What’s the dynamic effect, though? One possible outcome may be the convergence of operating systems, not just in look-and-feel (which have already substantially converged), but in platform-independent applications. If we do go the direction that xml protocols are leading, then it becomes even easier to write platform-independent applications, including spiffy games, and the operating system becomes substantially irrelevant. I’m not sure that is the “commodification of the operating system” that Microsoft has feared for so long, because Windows/Mac/Linux/BSD/etc. can retain their differences, but will be able to interoperate seamlessly. I think that’s the sense in which the author considers Boot Camp a “gimmick”, although he’s a bit more Macintosh rah-rah than I would be (although I too prefer OSX to all the other options).

But Boot Camp is not the only option, nor is it necessarily the preferred. As this New York Times technology article notes (registration required):

Boot Camp’s problem, though, is right there in its name: You have to reboot (restart) the computer every time you switch systems. As a result, you can’t copy and paste between Mac and Windows programs. And when you want to run a Windows program, you have to close everything you were working on, shut down the Mac, and restart it in Windows and then reverse the process when you’re done. You lose two or three minutes each way.

NO wonder, then, that last week, the corridors of cyberspace echoed with the sounds of high-fiving when a superior solution came to light. A little company called Parallels has found a way to eliminate all of those drawbacks and to run Windows XP and Mac OS X simultaneously.

The software is called Parallels Workstation for Mac OS X, although a better name might be No Reboot Camp. It, too, is a free public beta, available for download from You can pre-order the final version for $40, or pay $50 after its release (in a few weeks, says the company).

Parallels, like Boot Camp, requires that you supply your own copy of Windows. But here’s the cool part: with Parallels, unlike Boot Camp, it doesn’t have to be XP. It can be any version, all the way back to Windows 3.1 or even Linux, FreeBSD, Solaris, OS/2 or MS-DOS. All of this is made possible by a feature of Intel’s Core Duo chips (called virtualization) that’s expressly designed for running multiple operating systems simultaneously.

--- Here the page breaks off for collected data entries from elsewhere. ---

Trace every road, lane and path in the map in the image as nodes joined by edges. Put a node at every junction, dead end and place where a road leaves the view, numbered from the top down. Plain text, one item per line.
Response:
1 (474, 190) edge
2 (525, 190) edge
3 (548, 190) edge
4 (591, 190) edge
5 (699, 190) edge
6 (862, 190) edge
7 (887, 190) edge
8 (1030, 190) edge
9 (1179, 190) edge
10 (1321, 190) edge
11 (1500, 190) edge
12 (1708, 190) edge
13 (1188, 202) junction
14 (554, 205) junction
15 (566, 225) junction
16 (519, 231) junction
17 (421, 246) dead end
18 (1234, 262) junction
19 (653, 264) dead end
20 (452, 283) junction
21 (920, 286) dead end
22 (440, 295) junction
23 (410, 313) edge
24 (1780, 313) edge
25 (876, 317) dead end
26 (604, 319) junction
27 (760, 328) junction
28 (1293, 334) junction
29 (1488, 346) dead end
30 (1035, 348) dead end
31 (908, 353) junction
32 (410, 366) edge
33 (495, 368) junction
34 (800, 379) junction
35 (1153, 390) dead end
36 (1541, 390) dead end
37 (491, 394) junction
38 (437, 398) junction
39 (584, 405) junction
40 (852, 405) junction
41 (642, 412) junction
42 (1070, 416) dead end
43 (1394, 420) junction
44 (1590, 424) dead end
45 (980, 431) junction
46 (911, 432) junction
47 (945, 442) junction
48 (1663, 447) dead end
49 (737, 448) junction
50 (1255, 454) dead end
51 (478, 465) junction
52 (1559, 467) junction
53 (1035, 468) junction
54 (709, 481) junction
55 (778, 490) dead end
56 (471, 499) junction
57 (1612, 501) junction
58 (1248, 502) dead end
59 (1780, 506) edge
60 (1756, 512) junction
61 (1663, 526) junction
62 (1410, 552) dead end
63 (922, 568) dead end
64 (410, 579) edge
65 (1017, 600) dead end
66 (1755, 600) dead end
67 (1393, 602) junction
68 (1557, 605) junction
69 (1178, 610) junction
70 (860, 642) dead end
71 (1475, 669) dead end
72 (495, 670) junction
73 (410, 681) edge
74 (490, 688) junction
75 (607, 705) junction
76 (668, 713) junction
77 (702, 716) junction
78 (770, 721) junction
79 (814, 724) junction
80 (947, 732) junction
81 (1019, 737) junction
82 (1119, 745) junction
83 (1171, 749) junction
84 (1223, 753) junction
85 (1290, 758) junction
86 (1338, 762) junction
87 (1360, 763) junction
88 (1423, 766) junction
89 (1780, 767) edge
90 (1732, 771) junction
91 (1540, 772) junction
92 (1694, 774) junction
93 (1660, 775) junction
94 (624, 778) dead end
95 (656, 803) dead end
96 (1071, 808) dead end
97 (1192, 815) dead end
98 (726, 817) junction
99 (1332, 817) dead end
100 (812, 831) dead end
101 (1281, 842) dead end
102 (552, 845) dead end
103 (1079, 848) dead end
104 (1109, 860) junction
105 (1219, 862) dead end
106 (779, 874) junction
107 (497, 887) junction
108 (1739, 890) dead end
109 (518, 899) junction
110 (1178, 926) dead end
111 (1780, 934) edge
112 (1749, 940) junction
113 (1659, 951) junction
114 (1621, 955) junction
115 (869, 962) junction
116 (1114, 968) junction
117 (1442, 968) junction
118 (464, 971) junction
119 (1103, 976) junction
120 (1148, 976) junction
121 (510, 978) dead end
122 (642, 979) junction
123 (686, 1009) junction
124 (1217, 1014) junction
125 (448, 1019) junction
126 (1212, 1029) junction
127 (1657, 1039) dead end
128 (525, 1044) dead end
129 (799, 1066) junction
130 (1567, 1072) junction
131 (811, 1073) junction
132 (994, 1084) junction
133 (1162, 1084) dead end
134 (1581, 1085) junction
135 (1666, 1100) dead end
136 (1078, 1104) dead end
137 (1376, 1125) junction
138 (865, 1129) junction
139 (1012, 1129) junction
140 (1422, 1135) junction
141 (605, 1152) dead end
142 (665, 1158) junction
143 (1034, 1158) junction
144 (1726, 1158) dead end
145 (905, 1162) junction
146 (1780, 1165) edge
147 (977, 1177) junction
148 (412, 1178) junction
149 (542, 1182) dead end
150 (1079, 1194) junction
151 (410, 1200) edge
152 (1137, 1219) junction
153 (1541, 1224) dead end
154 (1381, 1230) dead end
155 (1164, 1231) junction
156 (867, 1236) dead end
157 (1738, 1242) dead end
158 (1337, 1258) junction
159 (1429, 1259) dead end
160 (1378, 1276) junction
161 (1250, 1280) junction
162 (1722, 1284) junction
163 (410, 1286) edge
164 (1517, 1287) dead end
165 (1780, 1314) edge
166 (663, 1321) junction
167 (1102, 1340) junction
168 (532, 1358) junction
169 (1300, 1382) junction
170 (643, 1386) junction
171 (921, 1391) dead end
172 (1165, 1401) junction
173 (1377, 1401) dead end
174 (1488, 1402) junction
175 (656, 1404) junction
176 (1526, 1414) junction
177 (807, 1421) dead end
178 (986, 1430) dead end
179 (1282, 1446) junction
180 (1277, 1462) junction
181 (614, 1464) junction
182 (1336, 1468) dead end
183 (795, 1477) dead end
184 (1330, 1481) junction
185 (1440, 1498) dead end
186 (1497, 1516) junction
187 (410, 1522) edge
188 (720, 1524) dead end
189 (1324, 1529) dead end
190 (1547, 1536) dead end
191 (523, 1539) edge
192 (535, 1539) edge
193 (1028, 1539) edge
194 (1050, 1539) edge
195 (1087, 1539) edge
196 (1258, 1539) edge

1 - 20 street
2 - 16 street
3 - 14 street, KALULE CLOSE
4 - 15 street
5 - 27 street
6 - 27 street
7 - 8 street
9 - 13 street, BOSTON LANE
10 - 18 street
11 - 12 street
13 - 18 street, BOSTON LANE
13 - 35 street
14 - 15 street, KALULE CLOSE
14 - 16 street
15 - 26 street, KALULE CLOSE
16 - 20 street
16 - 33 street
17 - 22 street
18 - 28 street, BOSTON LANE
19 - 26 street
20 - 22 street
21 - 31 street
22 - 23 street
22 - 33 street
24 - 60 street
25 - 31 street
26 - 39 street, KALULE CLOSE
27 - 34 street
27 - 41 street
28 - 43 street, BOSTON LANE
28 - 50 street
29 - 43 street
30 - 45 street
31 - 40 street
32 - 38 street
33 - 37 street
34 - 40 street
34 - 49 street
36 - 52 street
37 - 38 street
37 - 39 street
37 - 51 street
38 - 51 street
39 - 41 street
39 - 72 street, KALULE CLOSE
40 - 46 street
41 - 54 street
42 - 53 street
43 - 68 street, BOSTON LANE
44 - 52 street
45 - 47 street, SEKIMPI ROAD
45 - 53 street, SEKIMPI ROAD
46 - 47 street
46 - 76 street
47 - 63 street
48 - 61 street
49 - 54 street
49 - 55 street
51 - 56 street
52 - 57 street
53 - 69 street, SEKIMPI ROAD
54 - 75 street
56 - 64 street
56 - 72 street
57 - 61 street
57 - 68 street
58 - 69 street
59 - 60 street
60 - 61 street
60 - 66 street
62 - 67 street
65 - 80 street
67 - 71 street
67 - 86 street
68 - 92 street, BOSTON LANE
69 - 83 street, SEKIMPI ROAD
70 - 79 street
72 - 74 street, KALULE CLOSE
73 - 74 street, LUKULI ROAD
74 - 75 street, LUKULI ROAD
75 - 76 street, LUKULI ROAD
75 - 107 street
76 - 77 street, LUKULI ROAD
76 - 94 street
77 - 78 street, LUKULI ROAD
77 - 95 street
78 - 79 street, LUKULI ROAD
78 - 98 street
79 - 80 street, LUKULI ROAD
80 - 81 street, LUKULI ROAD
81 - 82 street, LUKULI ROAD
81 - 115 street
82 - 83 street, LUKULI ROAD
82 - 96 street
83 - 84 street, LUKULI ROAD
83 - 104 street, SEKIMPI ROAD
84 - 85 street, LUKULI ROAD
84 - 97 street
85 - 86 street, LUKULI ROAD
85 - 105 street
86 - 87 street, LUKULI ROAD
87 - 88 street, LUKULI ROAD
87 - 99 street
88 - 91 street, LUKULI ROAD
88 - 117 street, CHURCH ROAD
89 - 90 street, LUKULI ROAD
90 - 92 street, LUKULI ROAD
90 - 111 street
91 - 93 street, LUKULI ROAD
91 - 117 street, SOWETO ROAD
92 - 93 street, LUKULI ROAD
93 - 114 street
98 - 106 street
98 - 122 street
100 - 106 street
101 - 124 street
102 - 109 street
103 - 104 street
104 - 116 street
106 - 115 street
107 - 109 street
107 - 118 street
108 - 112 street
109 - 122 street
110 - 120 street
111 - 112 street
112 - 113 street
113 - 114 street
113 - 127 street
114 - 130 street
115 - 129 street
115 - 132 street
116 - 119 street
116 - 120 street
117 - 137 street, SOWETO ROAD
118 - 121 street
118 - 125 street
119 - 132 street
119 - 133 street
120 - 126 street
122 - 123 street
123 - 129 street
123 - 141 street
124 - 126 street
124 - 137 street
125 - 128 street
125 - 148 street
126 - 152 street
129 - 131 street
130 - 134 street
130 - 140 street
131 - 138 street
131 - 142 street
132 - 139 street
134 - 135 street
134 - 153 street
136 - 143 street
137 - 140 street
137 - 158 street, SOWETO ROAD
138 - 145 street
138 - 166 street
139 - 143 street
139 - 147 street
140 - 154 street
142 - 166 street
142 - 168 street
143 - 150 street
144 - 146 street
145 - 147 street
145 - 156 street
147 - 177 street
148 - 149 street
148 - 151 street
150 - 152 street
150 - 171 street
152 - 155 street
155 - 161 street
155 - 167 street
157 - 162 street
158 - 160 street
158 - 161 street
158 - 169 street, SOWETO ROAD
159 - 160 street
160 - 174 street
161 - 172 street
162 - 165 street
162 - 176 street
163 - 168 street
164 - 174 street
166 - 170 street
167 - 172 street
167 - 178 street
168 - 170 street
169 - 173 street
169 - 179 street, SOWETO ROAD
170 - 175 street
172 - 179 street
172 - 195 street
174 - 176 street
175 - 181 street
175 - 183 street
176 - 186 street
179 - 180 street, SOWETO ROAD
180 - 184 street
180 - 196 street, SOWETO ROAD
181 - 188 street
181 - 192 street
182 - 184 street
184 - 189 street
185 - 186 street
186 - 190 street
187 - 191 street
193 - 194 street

See also this Wired article about the Parallels approach, which is called virtualization. A colleague of mine told me this week that he’s got some programmers running Parallels and doing Windows virtualization on their Macs, and that it’s running fine and they are really happy with the option.

My bottom line: enhanced interoperability means increased functionality for users, and is likely to lead to more platform-independent applications in the future. That’s a good thing (insert Martha Stewart smile here).

3 thoughts on “Two Mac/Windows Options: Bootcamp and Virtualization

  1. Interoperability makes a Mac purchase “safe” for computer purchasers who might otherwise be afraid to commit to the Mac full time. I think many more people will consider getting a Mac now, since it isn’t a final commitment any more; it offers choice every day.

    I am faced with having to buy a computer for a daughter going to college. She would strongly prefer a Mac, but I might have resisted going that way for college. Now there is absolutely no question. It’s gonna be an Intel Mac.

    My next purchase for myself was going to be a(nother) Mac anyway, but with this additional flexibility it will be an even better choice. While I have loved all my Macs, I have to admit that (for me) Microsoft makes Office better in Windows. VBA is missing a lot of debugging functionality on the Mac. PowerPoint is missing some good interface features on the Mac. And then, you have to admit that there are still some compatibility issues, mainly in PowerPoint, when going from Mac to PC and vice versa. Access is available only in Windows. But, hey, now we can get the choice of “worlds” on a app-by-app basis, but only if we buy an Intel Mac. ‘Nuff said… It’s what’s next.